* **Work required**
Could you show each line of the records that contains the word "Joan"?
Input data below:
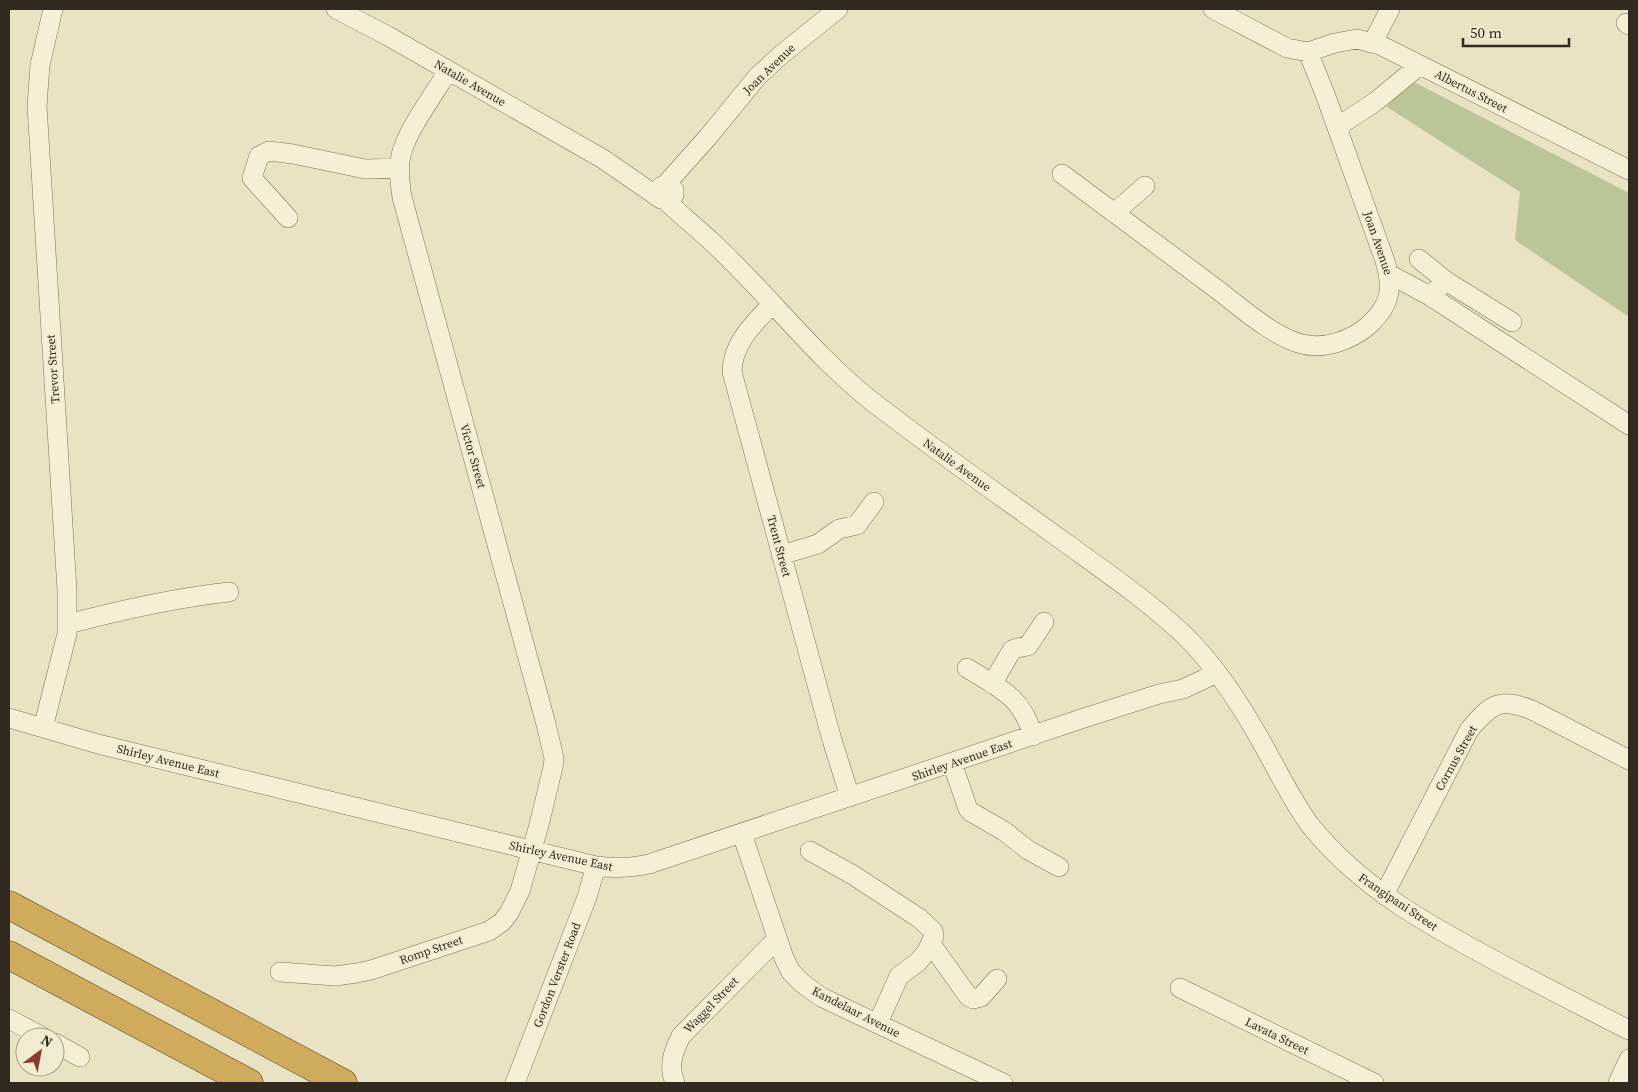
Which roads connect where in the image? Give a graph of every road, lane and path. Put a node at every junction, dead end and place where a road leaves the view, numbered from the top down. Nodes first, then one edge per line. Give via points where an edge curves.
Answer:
1 (53, 9) edge
2 (336, 9) edge
3 (838, 9) edge
4 (1213, 9) edge
5 (1390, 9) edge
6 (1373, 42) junction
7 (1308, 52) junction
8 (1420, 65) junction
9 (448, 71) junction
10 (1337, 127) junction
11 (400, 168) junction
12 (1629, 170) edge
13 (1062, 174) dead end
14 (1146, 186) dead end
15 (667, 191) junction
16 (1114, 213) junction
17 (288, 218) dead end
18 (1419, 259) dead end
19 (1389, 274) junction
20 (1446, 281) junction
21 (1430, 296) junction
22 (772, 304) junction
23 (1512, 322) dead end
24 (1629, 425) edge
25 (874, 502) dead end
26 (781, 555) junction
27 (229, 592) dead end
28 (1044, 622) dead end
29 (68, 624) junction
30 (967, 668) dead end
31 (1217, 673) junction
32 (992, 684) junction
33 (9, 718) edge
34 (43, 728) junction
35 (1033, 736) junction
36 (1629, 760) edge
37 (952, 763) junction
38 (850, 797) junction
39 (742, 834) junction
40 (532, 851) junction
41 (810, 851) dead end
42 (596, 866) junction
43 (1060, 867) dead end
44 (1384, 895) junction
45 (14, 907) edge
46 (776, 940) junction
47 (931, 944) junction
48 (9, 955) edge
49 (280, 972) dead end
50 (997, 979) dead end
51 (1180, 988) dead end
52 (9, 1019) edge
53 (878, 1023) junction
54 (24, 1027) edge
55 (1629, 1030) edge
56 (65, 1048) edge
57 (80, 1056) dead end
58 (1629, 1059) edge
59 (249, 1083) edge
60 (343, 1083) edge
61 (515, 1083) edge
62 (675, 1083) edge
63 (1003, 1083) edge
64 (1374, 1083) edge
65 (1618, 1083) edge

1 - 29 street, Trevor Street via 40,65 37,106
2 - 9 street, Natalie Avenue
3 - 15 street, Joan Avenue via 762,71
4 - 7 street via 1288,48
5 - 6 street
6 - 7 street, Albertus Street via 1350,39
6 - 8 street, Albertus Street
7 - 10 street, Joan Avenue
8 - 10 street via 1375,102
8 - 12 street, Albertus Street
9 - 11 street, Victor Street via 408,138
9 - 15 street, Natalie Avenue via 603,159
10 - 19 street, Joan Avenue
11 - 17 street via 365,169 269,150 259,156 252,178
11 - 40 street, Victor Street via 402,197 554,762
13 - 16 street, Joan Avenue
14 - 16 street
15 - 22 street, Natalie Avenue
16 - 19 street, Joan Avenue via 1274,331 1304,345 1330,344 1366,328 1387,301
18 - 20 street
19 - 21 street
20 - 21 street
20 - 23 street
21 - 24 street
22 - 26 street, Trent Street via 742,337 733,359 732,372
22 - 31 street, Natalie Avenue via 856,388 1116,579 1180,632
25 - 26 street via 857,525 839,529 818,544
26 - 38 street, Trent Street
27 - 29 street via 157,602
28 - 32 street via 1028,646 1012,650
29 - 34 street, Trevor Street
30 - 32 street
31 - 35 street, Shirley Avenue East via 1183,689
31 - 44 street, Frangipani Street via 1239,702 1309,822 1343,861
32 - 35 street via 1015,700 1027,718
33 - 34 street, Shirley Avenue East
34 - 40 street, Shirley Avenue East via 175,764
35 - 37 street, Shirley Avenue East
36 - 44 street, Cornus Street via 1518,704 1494,705 1469,730
37 - 38 street, Shirley Avenue East
37 - 43 street via 971,812
38 - 39 street, Shirley Avenue East
39 - 42 street, Shirley Avenue East via 630,869
39 - 46 street, Kandelaar Avenue
40 - 42 street, Shirley Avenue East
40 - 49 street, Romp Street via 520,891 509,913 489,930 357,973 335,976
41 - 47 street via 919,918 933,932
42 - 61 street, Gordon Verster Road
44 - 55 street, Frangipani Street via 1470,948
45 - 60 highway
46 - 53 street, Kandelaar Avenue via 787,965 802,984 821,997
46 - 62 street, Waggel Street via 681,1036 671,1065
47 - 50 street via 973,999 981,997
47 - 53 street via 918,962 900,976
48 - 59 highway
51 - 64 street, Lavata Street
52 - 54 street
53 - 63 street, Kandelaar Avenue
56 - 57 street
58 - 65 street

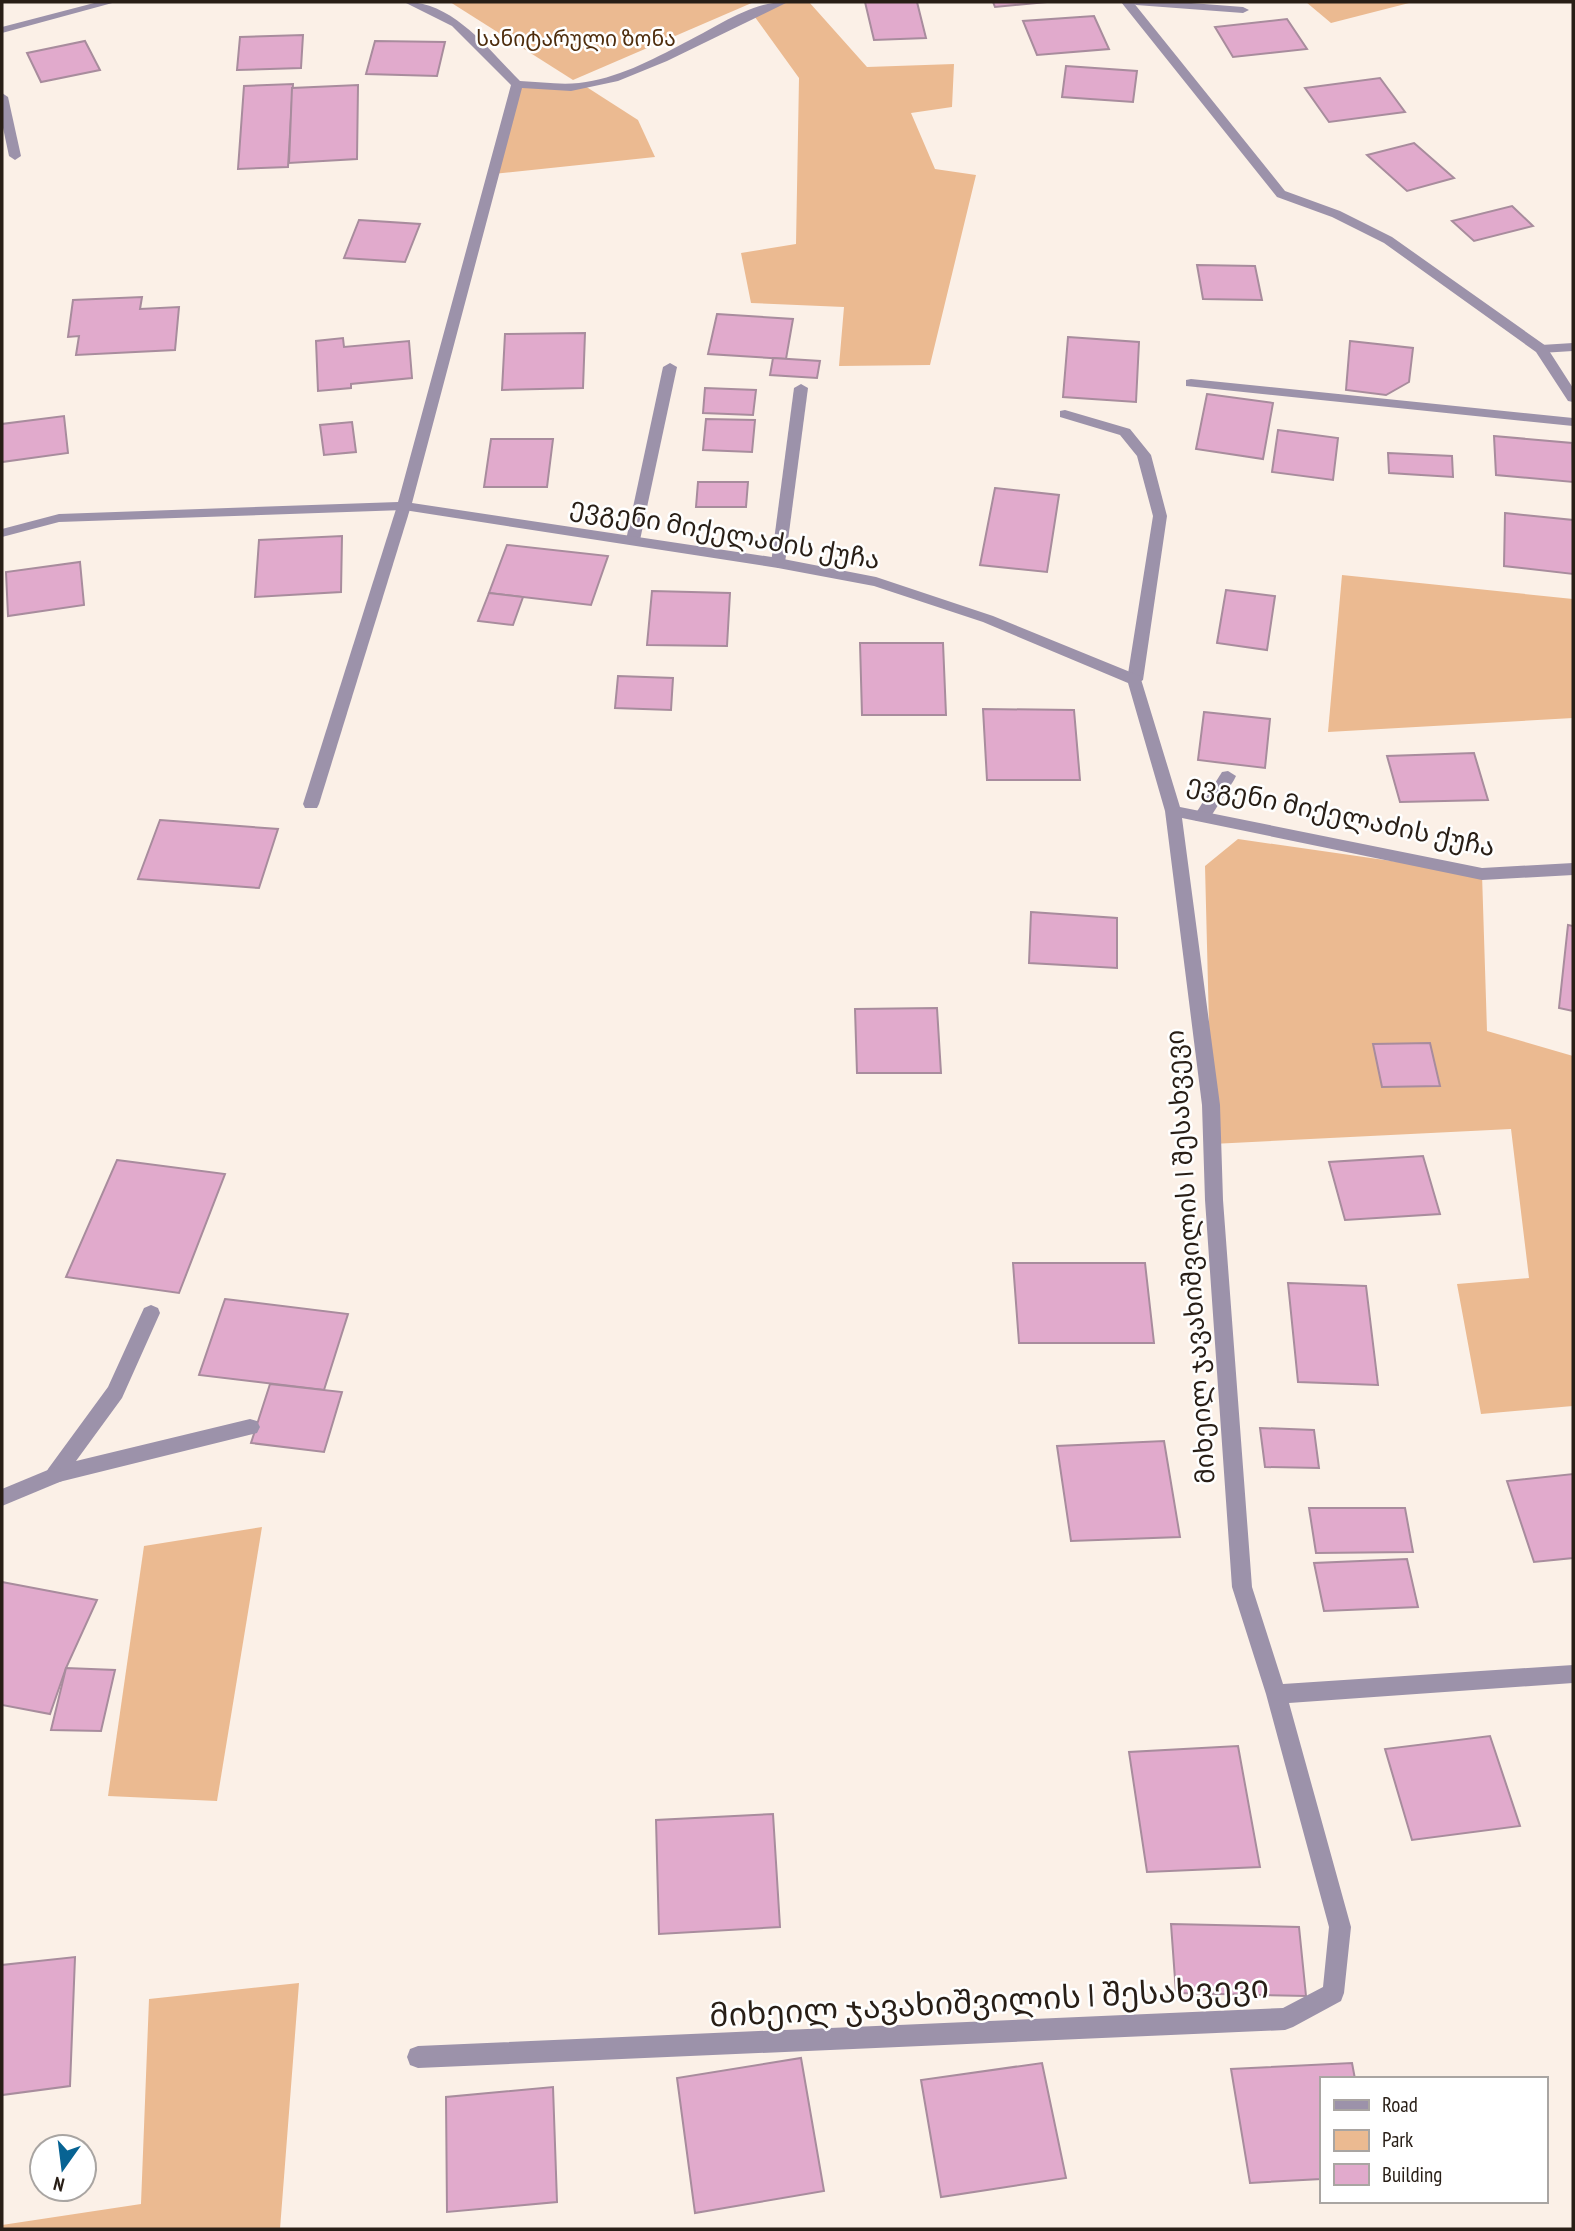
End of Input data.
* **Reply to the task**
3 - 15 street, Joan Avenue via 762,71
7 - 10 street, Joan Avenue
10 - 19 street, Joan Avenue
13 - 16 street, Joan Avenue
16 - 19 street, Joan Avenue via 1274,331 1304,345 1330,344 1366,328 1387,301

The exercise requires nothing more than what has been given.